++++ Records for this task ++++

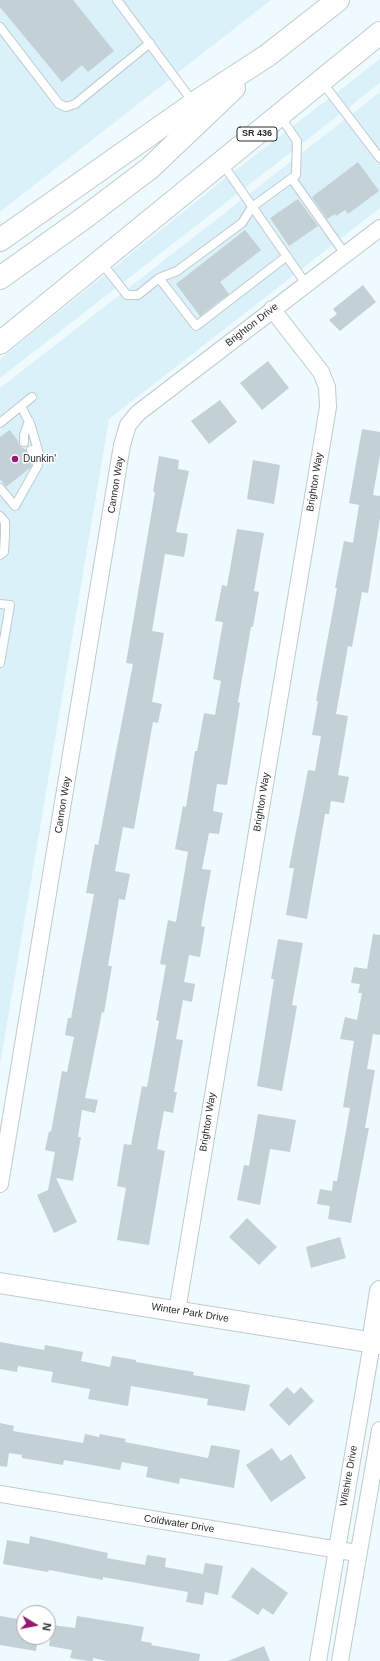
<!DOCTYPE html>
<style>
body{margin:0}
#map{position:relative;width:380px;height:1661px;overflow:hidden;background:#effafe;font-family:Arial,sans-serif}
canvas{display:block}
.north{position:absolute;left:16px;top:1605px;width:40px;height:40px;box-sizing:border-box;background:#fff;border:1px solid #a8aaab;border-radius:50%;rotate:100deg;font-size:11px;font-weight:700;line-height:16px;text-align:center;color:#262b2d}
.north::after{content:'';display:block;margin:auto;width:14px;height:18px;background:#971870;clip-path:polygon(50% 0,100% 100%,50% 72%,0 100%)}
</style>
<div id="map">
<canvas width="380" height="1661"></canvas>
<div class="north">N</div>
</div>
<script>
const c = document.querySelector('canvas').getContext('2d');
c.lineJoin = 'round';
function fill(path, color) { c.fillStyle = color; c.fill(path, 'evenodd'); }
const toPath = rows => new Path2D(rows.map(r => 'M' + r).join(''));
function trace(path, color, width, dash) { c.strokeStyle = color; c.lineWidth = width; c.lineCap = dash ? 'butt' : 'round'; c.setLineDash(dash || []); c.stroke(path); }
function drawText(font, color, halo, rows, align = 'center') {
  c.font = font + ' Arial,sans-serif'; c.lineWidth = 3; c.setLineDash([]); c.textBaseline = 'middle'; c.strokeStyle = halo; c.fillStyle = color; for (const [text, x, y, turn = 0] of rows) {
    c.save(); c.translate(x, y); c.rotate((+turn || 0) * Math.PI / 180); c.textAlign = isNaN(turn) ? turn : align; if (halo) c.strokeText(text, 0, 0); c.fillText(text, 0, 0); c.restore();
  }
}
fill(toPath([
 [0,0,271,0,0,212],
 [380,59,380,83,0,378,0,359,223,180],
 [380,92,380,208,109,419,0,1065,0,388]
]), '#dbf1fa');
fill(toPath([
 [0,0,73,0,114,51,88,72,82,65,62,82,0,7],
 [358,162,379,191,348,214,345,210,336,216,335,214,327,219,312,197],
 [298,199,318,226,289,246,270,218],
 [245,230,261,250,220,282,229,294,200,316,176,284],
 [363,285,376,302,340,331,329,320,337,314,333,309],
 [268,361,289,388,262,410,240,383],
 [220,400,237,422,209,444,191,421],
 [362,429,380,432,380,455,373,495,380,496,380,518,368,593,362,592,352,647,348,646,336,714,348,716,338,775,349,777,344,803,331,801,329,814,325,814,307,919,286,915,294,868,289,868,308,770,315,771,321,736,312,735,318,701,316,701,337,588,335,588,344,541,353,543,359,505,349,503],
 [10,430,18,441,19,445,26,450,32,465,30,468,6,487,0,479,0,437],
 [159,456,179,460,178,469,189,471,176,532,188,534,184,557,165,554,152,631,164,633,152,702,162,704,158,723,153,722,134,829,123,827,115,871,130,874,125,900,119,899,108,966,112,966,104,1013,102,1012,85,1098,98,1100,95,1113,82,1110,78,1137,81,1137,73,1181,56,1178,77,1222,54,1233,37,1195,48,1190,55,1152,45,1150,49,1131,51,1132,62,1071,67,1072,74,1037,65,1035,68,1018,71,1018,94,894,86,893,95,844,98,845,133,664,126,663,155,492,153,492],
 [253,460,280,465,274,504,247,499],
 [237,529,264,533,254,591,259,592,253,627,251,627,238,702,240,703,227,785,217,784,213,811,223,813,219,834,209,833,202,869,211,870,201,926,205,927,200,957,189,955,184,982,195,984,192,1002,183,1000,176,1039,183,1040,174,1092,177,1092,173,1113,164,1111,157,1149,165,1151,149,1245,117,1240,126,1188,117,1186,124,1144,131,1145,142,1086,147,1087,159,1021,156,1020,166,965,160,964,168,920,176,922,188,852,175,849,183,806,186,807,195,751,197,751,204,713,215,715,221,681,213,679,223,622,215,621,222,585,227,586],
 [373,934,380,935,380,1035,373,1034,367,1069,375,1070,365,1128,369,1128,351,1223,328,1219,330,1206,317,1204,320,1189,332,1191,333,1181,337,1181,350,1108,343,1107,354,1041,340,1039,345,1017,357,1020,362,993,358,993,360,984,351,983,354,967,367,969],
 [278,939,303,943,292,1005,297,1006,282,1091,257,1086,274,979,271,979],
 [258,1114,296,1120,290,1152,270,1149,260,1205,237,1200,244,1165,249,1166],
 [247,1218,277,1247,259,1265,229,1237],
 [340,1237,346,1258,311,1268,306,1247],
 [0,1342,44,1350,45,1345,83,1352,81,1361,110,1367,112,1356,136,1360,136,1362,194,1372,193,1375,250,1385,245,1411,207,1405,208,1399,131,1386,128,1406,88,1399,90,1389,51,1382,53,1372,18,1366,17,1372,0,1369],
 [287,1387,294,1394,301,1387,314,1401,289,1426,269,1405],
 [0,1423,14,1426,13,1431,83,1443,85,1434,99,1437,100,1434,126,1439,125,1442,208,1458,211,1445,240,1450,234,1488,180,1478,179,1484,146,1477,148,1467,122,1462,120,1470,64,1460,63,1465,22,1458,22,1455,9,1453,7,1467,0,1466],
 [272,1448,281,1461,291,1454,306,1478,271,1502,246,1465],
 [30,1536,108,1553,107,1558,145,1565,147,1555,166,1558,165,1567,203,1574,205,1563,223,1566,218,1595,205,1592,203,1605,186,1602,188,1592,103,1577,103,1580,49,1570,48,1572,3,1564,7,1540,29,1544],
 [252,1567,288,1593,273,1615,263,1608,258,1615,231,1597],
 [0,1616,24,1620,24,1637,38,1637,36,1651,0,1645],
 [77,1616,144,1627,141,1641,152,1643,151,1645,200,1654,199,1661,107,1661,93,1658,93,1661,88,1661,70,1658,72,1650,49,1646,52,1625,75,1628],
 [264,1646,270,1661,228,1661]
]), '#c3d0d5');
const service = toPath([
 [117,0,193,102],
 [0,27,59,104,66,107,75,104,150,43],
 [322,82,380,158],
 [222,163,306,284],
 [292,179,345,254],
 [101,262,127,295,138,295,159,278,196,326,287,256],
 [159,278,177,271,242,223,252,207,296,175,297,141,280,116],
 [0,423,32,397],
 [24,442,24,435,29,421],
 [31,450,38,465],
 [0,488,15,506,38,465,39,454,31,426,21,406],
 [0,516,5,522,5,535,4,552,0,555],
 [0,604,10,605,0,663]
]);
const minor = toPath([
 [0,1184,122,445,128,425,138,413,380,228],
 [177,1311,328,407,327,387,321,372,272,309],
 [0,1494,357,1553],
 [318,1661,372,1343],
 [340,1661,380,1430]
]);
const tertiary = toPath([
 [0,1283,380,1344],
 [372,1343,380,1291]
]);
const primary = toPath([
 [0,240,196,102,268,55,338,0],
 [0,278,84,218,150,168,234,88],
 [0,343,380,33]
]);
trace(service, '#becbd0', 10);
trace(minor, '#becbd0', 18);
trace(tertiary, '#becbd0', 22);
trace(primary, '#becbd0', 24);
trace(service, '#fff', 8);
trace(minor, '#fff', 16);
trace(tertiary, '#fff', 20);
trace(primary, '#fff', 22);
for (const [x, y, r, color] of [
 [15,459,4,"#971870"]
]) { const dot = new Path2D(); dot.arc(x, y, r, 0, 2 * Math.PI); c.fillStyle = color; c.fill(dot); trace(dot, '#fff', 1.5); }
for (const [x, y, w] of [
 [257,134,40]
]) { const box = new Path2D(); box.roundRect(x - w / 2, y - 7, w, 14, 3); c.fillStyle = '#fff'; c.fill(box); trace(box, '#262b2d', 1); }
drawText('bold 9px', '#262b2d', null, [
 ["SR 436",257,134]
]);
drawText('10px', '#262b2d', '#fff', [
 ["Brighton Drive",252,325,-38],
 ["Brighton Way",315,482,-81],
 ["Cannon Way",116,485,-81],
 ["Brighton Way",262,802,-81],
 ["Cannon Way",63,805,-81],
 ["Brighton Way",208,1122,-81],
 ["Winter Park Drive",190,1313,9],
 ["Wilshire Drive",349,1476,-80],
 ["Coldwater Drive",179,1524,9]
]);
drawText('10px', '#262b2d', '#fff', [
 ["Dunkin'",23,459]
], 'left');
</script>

++++

Task to complete: Could you return all lines from the records that include the word "block"?

Problem solution:
canvas{display:block}
.north::after{content:'';display:block;margin:auto;width:14px;height:18px;background:#971870;clip-path:polygon(50% 0,100% 100%,50% 72%,0 100%)}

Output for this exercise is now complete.